- Opening Delimiter -

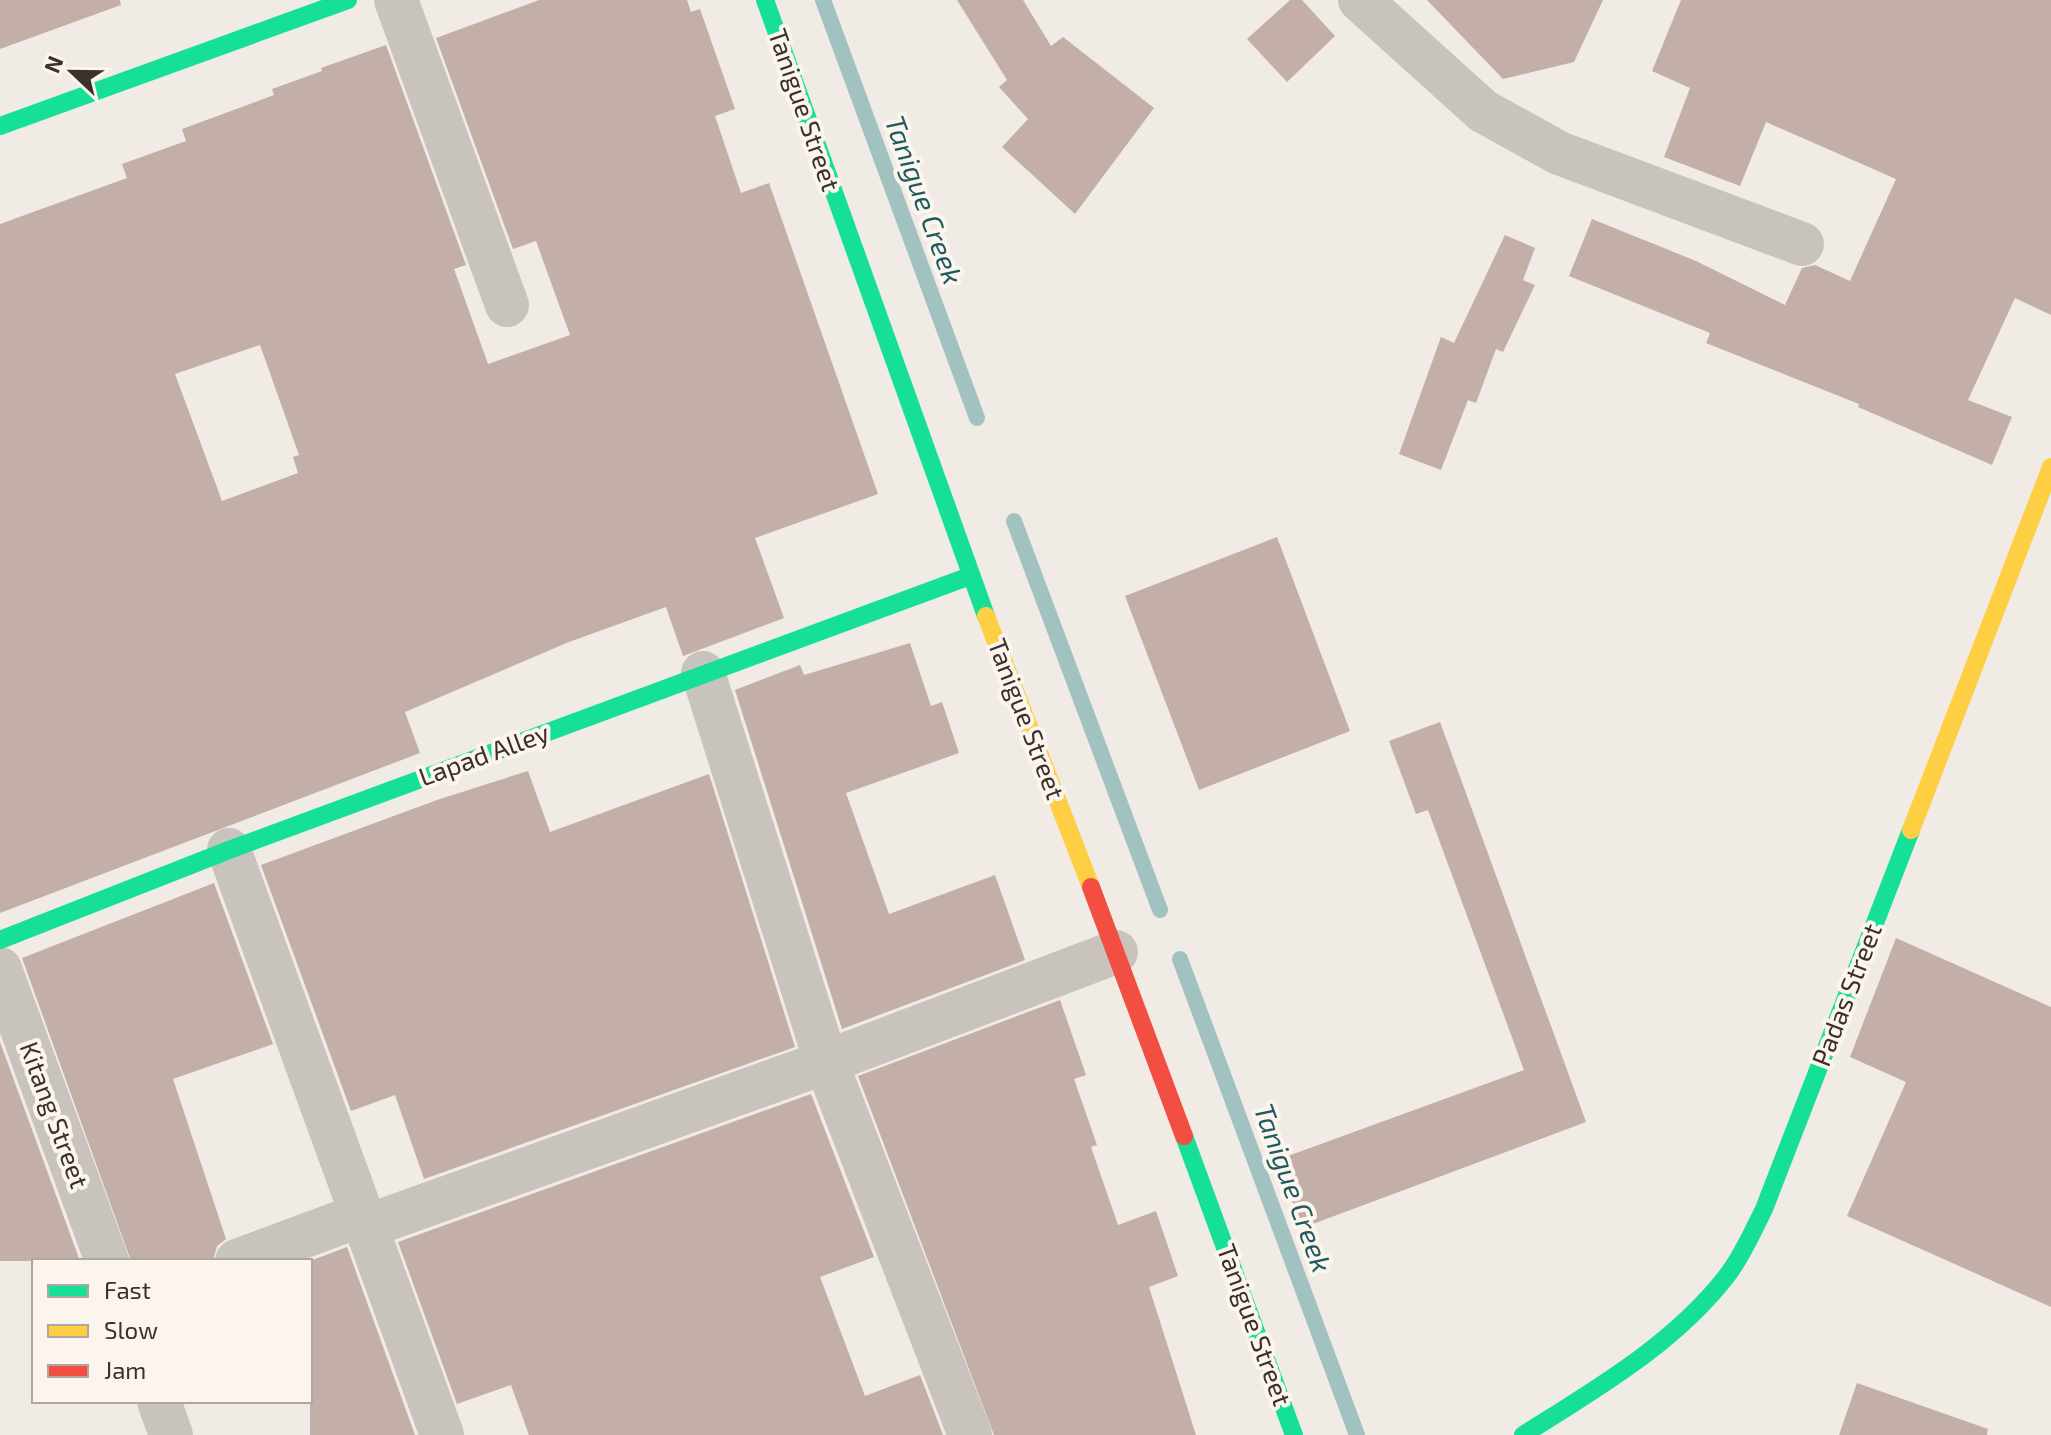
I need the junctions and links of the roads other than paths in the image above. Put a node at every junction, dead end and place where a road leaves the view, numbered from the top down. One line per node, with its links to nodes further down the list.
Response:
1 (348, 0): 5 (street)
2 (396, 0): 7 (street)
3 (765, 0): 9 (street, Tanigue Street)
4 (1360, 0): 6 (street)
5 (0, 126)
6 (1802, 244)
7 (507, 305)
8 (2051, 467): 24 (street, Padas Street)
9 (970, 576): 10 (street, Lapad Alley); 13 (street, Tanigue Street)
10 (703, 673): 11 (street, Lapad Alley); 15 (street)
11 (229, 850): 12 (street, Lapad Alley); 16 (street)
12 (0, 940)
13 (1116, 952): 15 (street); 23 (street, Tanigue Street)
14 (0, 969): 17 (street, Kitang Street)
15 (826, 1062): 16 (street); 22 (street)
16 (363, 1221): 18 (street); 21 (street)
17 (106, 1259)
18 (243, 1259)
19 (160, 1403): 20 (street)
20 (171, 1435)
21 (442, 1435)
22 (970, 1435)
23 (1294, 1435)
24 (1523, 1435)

- Closing Delimiter -
- Opening Delimiter -

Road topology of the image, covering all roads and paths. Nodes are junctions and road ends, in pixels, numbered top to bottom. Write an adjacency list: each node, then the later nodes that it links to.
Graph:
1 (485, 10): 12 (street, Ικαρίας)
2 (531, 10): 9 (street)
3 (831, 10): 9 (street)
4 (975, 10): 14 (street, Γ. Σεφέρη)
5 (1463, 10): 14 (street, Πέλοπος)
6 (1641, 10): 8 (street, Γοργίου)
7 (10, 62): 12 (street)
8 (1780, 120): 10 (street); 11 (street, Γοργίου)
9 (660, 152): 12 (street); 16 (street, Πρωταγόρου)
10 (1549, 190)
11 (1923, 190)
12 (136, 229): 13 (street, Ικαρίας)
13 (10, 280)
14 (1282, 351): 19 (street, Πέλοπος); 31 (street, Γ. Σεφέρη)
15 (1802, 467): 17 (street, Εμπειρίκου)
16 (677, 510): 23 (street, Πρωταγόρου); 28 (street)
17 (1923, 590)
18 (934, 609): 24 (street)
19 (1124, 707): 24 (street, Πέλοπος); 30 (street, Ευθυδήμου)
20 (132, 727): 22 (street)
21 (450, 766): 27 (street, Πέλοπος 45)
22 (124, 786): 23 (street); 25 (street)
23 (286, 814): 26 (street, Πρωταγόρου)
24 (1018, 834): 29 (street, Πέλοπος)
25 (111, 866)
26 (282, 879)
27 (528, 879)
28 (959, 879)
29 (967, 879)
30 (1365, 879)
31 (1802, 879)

- Closing Delimiter -
- Opening Delimiter -

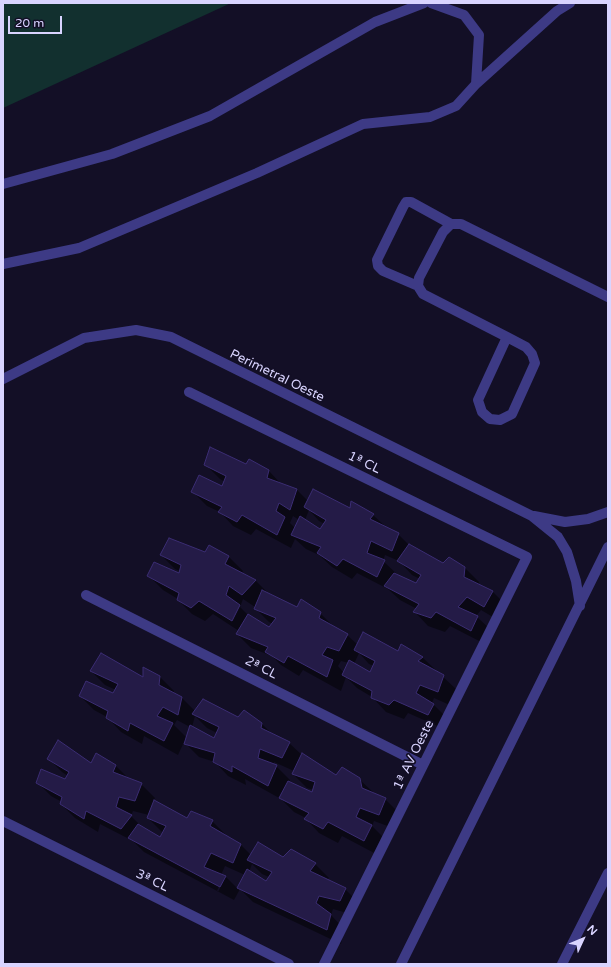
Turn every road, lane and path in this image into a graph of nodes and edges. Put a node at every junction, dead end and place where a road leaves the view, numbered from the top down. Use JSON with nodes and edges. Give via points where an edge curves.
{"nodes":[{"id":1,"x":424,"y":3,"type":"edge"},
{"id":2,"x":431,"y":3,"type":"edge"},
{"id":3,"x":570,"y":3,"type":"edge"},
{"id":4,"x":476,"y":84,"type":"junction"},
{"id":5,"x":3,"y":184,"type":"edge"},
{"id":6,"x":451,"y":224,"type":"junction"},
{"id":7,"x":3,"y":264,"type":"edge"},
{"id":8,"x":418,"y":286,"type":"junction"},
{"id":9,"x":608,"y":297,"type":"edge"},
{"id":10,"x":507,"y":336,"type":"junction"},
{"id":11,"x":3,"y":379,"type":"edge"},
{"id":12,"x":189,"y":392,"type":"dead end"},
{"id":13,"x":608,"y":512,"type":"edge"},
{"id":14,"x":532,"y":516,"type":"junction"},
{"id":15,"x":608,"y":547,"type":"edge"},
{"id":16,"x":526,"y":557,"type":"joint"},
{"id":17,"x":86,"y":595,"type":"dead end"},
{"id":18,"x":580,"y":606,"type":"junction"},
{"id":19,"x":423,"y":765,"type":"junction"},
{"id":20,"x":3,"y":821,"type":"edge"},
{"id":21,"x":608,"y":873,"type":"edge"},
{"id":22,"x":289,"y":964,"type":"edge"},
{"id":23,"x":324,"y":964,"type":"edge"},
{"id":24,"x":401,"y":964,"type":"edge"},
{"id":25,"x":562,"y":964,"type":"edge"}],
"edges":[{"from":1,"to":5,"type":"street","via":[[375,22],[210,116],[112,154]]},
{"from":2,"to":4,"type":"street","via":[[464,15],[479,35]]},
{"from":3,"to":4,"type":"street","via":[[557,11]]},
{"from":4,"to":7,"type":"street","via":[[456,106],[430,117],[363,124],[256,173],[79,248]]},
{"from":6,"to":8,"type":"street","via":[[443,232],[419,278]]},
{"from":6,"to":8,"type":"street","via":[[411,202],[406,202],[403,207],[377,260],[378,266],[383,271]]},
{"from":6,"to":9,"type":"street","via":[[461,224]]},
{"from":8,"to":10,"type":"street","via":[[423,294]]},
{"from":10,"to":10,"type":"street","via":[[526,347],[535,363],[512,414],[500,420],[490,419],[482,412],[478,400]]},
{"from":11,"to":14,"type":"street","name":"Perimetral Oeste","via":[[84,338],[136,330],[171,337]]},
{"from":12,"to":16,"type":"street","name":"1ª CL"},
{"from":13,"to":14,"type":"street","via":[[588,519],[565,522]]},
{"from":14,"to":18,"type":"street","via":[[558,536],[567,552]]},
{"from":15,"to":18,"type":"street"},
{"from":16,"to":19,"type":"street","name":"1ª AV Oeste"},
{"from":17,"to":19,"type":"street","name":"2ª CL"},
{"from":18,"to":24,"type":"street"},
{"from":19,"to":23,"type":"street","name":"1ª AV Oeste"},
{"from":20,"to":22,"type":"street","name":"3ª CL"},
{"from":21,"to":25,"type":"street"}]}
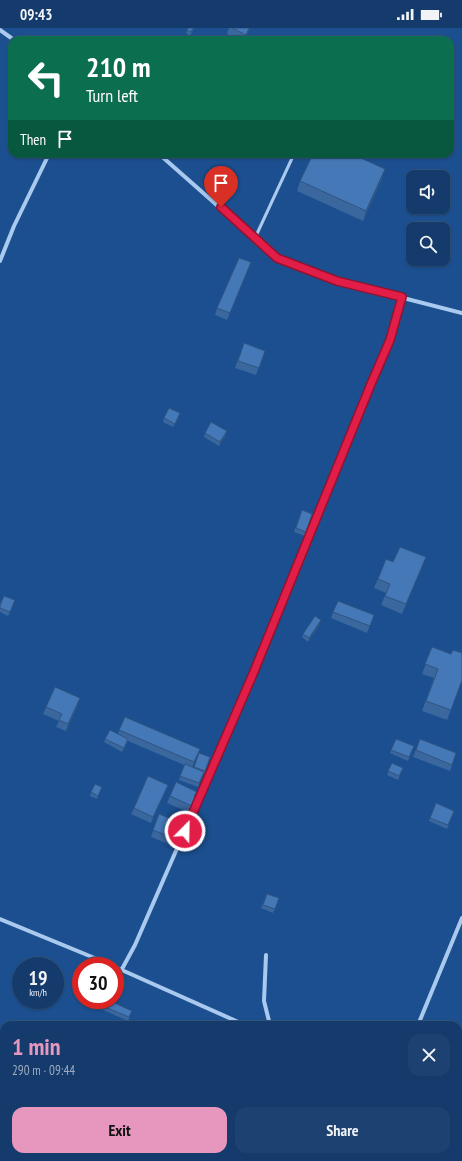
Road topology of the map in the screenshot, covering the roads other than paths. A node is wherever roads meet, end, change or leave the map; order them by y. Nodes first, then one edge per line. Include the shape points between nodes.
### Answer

- Closing Delimiter -

## [GOAL OF THE EXERCISE]
Note how many lines in the data above contain "paths", then state that number alone.

## [YOUR RESPONSE]
3